Environmental Diseases

Environmental diseases can be directly attributed to unhealthy, adverse environmental factors. Such factors include exposure to toxic chemicals, radiation, air pollution, water contamination and inadequate sanitation.

In a report1 published in 2016 by the World Health Organization (WHO), it was estimated that over 12 million people die every year as a result of living or working in an unhealthy environment. Air pollution was identified as the number one reason why.

Thick smoke from thermal power plants over the residential areas of the city

Types of Environmental Diseases

In past reports, it has been stated that there are more than 100 types of diseases and injuries that can be attributed to environmental factors1. These types of diseases and injuries are commonly characterized as:

  • Infection and parasitic diseases
  • Neonatal and nutritional conditions
  • Unintentional injuries
  • Intentional injuries
  • Noncommunicable diseases (NCDs)

NCDs (notably heart disease, cancer and chronic respiratory diseases) are among the most prominent environmental diseases and are subsequently among the leading causes of death.

Heart Disease

Heart disease is any condition that affects the structure of the heart. There are several different types, with the more prominent ones being:

  • Coronary artery and vascular disease
  • Arrhythmias
  • Structural heart disease
  • Heart failure

Lifestyle factors (such as diet and lack of exercise) and medical conditions (such as high blood pressure and high cholesterol) are well-known causes of heart disease, and so too is the environment.
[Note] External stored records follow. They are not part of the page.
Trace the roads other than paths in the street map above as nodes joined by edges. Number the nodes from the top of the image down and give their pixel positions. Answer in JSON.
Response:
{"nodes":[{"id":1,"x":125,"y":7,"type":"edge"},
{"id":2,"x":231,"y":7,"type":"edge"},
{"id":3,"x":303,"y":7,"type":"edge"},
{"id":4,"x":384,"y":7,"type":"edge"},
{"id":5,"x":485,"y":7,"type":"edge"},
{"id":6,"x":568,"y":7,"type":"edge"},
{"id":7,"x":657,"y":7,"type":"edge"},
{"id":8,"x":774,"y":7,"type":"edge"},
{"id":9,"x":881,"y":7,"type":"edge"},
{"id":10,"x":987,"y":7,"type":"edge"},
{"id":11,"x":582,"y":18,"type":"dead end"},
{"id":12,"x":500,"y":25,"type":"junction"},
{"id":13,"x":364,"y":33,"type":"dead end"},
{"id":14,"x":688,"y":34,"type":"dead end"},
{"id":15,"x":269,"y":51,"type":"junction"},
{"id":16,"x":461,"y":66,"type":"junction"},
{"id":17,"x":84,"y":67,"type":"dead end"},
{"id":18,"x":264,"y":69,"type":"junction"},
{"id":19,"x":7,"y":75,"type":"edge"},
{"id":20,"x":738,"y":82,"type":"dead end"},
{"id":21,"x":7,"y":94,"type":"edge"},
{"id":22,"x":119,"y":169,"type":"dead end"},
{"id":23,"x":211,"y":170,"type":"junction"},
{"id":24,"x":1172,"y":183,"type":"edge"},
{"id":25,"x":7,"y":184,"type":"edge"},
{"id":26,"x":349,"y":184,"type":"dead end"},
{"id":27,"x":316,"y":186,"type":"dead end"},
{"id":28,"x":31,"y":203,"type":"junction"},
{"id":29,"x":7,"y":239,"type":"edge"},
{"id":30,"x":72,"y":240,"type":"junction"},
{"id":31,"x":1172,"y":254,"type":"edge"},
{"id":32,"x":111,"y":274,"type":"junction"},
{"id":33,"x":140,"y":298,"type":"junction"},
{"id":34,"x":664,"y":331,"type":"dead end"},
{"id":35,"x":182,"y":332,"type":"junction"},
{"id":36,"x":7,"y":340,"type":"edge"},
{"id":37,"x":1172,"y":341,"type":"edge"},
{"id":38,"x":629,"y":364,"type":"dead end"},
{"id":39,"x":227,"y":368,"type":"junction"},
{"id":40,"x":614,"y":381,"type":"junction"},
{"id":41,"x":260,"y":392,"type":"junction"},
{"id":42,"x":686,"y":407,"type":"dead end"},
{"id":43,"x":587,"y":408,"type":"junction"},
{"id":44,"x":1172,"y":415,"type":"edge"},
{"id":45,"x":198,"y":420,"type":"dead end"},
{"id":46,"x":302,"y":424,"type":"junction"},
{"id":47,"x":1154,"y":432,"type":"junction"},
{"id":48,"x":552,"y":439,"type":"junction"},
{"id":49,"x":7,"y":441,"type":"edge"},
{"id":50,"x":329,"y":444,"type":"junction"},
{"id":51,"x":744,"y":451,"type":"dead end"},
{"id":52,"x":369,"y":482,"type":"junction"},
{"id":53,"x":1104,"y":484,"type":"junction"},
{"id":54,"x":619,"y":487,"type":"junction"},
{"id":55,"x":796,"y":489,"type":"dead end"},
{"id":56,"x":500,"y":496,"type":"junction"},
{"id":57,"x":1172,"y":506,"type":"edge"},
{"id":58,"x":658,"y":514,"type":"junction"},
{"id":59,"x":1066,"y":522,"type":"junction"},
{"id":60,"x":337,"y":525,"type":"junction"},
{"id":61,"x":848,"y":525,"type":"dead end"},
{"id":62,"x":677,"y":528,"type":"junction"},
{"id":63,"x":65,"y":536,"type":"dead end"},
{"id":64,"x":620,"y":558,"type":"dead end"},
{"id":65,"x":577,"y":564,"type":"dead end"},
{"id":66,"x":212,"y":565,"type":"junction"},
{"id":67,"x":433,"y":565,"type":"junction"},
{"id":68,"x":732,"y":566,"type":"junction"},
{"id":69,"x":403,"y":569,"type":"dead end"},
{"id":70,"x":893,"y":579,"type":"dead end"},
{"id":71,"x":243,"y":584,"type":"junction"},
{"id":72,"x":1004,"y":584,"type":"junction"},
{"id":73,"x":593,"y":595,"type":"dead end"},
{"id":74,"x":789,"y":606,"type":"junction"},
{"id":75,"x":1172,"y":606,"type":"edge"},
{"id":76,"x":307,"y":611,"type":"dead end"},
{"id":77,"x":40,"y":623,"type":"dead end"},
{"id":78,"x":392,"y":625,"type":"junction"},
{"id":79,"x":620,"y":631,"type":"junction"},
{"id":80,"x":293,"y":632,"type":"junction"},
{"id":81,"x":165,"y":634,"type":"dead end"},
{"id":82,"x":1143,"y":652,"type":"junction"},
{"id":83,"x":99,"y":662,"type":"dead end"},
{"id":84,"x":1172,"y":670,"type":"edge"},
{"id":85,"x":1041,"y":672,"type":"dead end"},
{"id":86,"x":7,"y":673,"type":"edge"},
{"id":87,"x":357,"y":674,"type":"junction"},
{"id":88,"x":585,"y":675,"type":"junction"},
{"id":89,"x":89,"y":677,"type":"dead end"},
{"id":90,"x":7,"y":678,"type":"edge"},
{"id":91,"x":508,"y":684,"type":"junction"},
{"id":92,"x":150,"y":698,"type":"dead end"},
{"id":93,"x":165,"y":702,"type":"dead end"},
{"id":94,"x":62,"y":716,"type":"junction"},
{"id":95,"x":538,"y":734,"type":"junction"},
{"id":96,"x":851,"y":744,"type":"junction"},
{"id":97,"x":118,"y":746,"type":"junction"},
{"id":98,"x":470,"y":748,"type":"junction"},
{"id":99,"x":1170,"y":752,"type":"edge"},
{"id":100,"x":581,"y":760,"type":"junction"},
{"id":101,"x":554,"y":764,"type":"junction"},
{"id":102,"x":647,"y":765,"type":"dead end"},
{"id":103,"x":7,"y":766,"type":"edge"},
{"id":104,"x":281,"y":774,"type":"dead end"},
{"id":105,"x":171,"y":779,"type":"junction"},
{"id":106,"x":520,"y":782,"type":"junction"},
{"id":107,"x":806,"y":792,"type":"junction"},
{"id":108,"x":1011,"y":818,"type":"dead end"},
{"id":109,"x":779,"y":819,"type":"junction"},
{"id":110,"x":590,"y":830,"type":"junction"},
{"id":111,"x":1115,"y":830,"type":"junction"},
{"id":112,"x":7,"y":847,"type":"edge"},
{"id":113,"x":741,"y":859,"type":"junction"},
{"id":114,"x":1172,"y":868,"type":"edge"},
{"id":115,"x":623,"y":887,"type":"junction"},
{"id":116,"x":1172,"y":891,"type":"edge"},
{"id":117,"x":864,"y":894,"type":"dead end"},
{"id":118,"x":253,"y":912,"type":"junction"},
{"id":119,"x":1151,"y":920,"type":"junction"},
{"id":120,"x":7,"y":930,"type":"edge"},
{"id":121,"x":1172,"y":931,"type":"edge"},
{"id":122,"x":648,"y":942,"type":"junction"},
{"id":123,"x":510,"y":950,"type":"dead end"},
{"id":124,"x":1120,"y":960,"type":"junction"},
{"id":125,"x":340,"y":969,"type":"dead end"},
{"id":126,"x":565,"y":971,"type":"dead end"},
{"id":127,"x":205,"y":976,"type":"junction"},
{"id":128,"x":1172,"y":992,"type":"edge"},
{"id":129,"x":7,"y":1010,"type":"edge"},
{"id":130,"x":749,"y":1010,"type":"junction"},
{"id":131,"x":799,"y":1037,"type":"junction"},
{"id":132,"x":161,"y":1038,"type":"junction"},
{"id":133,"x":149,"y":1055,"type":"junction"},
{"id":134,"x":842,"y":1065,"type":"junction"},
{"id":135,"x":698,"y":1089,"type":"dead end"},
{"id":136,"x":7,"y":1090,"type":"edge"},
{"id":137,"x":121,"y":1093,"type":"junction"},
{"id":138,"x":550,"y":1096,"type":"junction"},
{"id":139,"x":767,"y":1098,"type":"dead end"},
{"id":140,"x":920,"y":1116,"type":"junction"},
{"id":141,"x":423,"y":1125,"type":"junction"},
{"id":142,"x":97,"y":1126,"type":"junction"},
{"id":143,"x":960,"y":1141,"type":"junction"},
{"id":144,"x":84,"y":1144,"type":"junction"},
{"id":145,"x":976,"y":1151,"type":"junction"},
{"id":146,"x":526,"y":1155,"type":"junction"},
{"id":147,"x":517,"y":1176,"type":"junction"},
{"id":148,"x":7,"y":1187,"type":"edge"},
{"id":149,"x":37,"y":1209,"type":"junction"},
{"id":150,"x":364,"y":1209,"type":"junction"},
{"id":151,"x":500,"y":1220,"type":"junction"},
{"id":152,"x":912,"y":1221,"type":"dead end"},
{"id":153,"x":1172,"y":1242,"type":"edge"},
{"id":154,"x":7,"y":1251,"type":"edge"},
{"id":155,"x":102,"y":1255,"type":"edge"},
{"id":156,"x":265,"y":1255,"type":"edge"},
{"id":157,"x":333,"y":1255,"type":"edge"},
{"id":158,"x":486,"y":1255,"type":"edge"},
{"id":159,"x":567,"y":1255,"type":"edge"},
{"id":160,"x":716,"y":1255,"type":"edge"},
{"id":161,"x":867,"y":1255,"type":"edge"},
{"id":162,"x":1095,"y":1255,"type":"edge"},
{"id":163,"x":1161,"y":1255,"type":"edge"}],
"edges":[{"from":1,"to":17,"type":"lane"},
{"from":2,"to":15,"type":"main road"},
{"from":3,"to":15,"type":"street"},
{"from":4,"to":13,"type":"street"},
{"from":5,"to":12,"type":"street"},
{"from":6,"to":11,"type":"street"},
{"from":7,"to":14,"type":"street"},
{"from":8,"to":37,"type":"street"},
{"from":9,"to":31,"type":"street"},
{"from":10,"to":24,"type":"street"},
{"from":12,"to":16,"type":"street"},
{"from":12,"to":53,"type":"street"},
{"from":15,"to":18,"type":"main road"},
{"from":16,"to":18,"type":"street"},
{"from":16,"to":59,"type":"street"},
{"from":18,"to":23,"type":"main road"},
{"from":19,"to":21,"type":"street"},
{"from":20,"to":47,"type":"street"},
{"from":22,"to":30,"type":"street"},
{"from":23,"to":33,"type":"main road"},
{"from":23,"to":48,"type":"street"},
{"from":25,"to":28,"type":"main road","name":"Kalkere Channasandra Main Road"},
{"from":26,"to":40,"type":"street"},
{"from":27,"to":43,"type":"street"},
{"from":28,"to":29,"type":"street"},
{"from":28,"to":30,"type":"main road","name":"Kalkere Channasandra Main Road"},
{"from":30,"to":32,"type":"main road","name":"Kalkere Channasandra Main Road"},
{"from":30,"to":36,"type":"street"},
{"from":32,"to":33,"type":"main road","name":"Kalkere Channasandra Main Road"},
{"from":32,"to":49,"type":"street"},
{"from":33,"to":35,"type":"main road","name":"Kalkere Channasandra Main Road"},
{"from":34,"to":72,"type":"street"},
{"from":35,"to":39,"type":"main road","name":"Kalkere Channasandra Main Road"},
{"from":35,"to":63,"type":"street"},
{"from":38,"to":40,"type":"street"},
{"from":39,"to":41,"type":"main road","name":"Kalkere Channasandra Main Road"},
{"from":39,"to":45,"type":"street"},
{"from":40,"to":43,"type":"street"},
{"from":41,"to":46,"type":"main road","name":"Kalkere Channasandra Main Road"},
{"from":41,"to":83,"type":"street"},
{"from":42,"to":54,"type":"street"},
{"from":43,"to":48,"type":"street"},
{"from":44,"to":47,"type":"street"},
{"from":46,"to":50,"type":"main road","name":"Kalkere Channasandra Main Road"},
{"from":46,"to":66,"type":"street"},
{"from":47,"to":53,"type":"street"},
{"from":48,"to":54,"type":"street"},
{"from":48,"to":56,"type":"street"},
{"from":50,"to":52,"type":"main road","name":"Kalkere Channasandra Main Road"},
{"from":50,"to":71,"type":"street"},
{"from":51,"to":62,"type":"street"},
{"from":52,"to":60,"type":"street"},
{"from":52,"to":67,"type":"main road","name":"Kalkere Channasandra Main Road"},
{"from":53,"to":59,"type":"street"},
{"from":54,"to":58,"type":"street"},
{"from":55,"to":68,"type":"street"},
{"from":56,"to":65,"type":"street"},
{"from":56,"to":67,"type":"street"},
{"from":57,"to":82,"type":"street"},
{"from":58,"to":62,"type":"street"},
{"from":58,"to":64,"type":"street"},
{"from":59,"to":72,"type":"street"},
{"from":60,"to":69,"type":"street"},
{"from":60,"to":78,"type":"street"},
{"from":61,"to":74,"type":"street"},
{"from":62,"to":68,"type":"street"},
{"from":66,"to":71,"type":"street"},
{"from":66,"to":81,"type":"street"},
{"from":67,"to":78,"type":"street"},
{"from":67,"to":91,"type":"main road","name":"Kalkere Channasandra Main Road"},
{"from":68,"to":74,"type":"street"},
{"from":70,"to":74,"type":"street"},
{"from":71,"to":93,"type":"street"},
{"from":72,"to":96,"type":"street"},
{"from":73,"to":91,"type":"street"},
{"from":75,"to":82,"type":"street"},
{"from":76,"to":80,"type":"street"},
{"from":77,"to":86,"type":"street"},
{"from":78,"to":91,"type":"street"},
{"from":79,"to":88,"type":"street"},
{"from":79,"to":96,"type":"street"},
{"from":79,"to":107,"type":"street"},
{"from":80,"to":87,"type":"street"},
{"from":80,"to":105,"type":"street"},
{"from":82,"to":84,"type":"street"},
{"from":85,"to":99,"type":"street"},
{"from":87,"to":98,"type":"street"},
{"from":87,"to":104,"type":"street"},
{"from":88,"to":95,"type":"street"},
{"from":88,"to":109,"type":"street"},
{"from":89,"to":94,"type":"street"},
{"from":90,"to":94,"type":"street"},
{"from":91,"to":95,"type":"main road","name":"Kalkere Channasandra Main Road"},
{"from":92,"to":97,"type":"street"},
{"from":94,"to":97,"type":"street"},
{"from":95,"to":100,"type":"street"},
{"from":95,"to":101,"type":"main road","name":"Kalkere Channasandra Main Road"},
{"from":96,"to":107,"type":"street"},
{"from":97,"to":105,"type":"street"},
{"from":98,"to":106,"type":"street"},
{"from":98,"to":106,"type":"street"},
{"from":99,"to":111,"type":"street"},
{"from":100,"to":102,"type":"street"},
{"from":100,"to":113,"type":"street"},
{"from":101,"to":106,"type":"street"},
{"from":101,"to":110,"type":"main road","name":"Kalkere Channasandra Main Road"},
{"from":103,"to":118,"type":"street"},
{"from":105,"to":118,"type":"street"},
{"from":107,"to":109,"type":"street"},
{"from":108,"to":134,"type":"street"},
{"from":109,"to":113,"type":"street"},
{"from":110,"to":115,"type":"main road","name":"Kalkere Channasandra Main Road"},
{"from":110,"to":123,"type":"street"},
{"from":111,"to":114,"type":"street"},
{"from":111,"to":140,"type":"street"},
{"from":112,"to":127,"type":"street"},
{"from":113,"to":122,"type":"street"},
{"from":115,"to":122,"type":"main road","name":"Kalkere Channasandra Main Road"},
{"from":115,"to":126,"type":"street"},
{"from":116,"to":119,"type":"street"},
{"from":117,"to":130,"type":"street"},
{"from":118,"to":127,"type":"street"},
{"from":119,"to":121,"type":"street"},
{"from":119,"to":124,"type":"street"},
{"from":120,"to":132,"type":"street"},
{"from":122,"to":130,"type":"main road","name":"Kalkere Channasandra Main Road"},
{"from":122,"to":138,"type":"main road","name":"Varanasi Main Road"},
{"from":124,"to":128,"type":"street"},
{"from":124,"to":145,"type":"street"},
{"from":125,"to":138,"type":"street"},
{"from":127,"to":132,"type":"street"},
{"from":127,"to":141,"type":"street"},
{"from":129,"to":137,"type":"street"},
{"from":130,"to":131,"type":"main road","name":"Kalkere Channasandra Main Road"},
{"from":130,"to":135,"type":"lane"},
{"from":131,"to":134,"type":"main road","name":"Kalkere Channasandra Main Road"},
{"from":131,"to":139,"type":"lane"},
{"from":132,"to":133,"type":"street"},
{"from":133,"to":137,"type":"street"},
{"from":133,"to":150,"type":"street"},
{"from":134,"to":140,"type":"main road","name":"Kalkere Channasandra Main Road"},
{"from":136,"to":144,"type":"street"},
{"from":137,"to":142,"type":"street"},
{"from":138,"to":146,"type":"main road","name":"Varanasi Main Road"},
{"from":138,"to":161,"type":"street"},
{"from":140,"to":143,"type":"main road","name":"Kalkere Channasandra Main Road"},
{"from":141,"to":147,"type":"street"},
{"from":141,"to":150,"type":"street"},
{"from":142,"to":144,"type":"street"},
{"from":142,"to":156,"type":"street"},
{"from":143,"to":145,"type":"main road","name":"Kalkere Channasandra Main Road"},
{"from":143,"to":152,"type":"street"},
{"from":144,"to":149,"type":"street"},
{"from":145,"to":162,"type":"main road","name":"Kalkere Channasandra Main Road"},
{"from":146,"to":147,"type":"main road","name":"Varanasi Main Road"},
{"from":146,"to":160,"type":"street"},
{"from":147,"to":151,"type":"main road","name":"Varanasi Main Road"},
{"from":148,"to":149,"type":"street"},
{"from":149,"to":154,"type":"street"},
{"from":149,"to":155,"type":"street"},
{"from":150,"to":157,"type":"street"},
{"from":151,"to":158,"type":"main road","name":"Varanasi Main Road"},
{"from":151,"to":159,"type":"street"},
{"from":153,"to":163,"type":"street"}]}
Indoor and outdoor air pollution, second-hand smoke, and chemicals used in the workplace and home all play a role in causing heart disease.


Cancer is a disease in which groups of cells grow, divide and spread invasively throughout the body. Sometimes this occurs as a result of environmental factors or agents, including radiation (e.g., ultraviolet rays from the sun), alcohol, cigarette smoke, chemicals in food, and air pollution.

There are many substances that are among the most likely carcinogens to affect human health, including:

  • Benzene (a natural component of crude oil and a known cause of leukemia)
  • Radon (a natural radioactive gas, associated with lung cancer)
  • Soot (a byproduct of the burning of carbon-containing materials like wood and plastics, associated with skin, lung, esophageal and bladder cancers)
  • Asbestos (a fibrous, heat-resistant material used in products such as insulation and automotive brakes, associated with mesothelioma as well as lung and larynx cancers)

Chronic Respiratory Diseases

Chronic respiratory diseases (CRDs) are diseases affecting the airways and other areas of the lung. The more prevalent types of lung disease include asthma, chronic obstructive pulmonary disease (COPD), emphysema and lung cancer.

Some of the more common environmental causes of respiratory diseases include tobacco use, indoor air pollution, outdoor air pollution, allergens and occupational agents.

Maintaining Healthy Environments

It will take a collective, worldwide effort to reduce the impact that the environment has on health and disease. And with over 20% of global deaths linked to environmental factors1, there is a lot of work to be done.

Governments around the world continue to implement targeted strategies and intervention tactics to improve the environment and, ultimately, prevent diseases. Such interventions include:

  • Increasing access to low-carbon energy technologies
  • Reducing the dependence on solid fuels for cooking
  • Enacting tobacco smoke-free legislation
  • Improving water supply, water quality and access to sanitation
  • Banning the use of asbestos
  • Phasing out carcinogenic substances in the workplace


  1. Prüss-Üstün, Annette, Jennyfer Wolf, Carlos Corvalán, Robert Bos, and Maria Neira. Preventing disease through healthy environments: a global assessment of the burden of disease from environmental risks. World Health Organization, 2016.